Saved entries
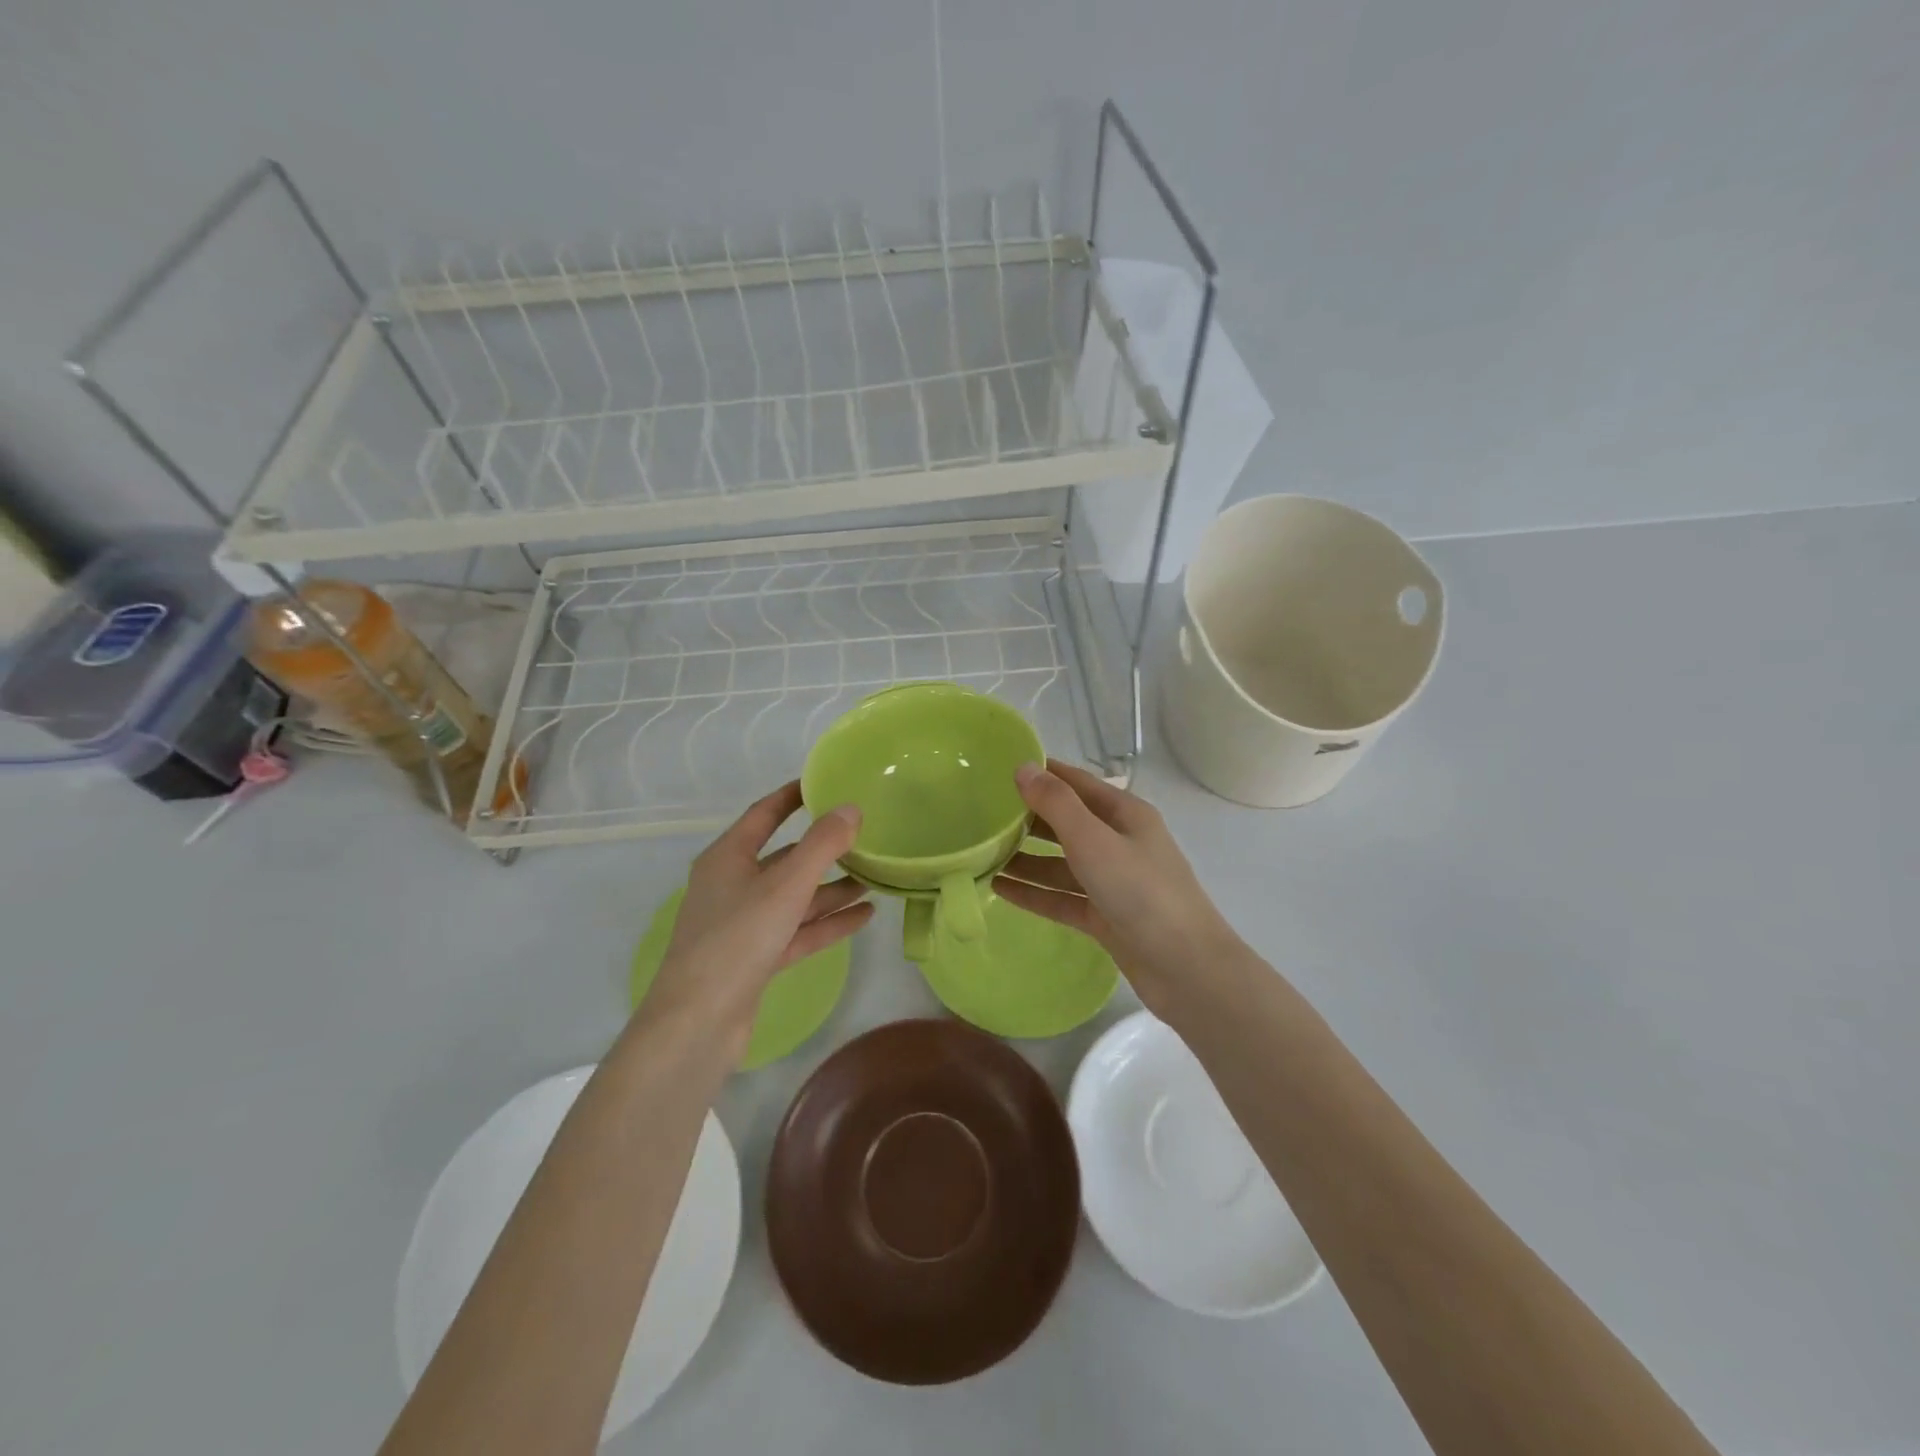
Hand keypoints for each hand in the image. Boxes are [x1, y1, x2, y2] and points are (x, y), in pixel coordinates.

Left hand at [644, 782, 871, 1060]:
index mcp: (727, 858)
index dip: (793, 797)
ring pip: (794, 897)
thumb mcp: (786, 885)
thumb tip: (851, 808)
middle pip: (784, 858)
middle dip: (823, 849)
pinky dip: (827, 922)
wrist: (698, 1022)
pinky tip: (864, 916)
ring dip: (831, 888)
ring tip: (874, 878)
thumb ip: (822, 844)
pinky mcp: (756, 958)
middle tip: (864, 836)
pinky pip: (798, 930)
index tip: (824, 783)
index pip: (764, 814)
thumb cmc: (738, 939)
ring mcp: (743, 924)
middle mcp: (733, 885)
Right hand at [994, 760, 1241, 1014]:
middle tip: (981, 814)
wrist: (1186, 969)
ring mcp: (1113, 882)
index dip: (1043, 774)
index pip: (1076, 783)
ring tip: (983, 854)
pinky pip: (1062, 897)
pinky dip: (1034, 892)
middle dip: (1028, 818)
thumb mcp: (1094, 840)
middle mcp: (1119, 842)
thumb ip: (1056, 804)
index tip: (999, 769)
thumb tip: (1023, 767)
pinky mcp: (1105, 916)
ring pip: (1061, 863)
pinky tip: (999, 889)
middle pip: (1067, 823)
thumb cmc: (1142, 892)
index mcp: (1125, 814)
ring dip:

*HOW TO COMPLETE THIS TASK*:
All lines from the one with "middle dip: (1028, 818)" through the end of the records need to be copied exactly, and no other lines.

*WRITTEN SOLUTION*:
middle dip: (1028, 818)
thumb mcp: (1094, 840)
middle mcp: (1119, 842)
thumb ip: (1056, 804)
index tip: (999, 769)
thumb tip: (1023, 767)
pinky mcp: (1105, 916)
ring pip: (1061, 863)
pinky tip: (999, 889)
middle pip: (1067, 823)
thumb cmc: (1142, 892)
index mcp: (1125, 814)
ring dip:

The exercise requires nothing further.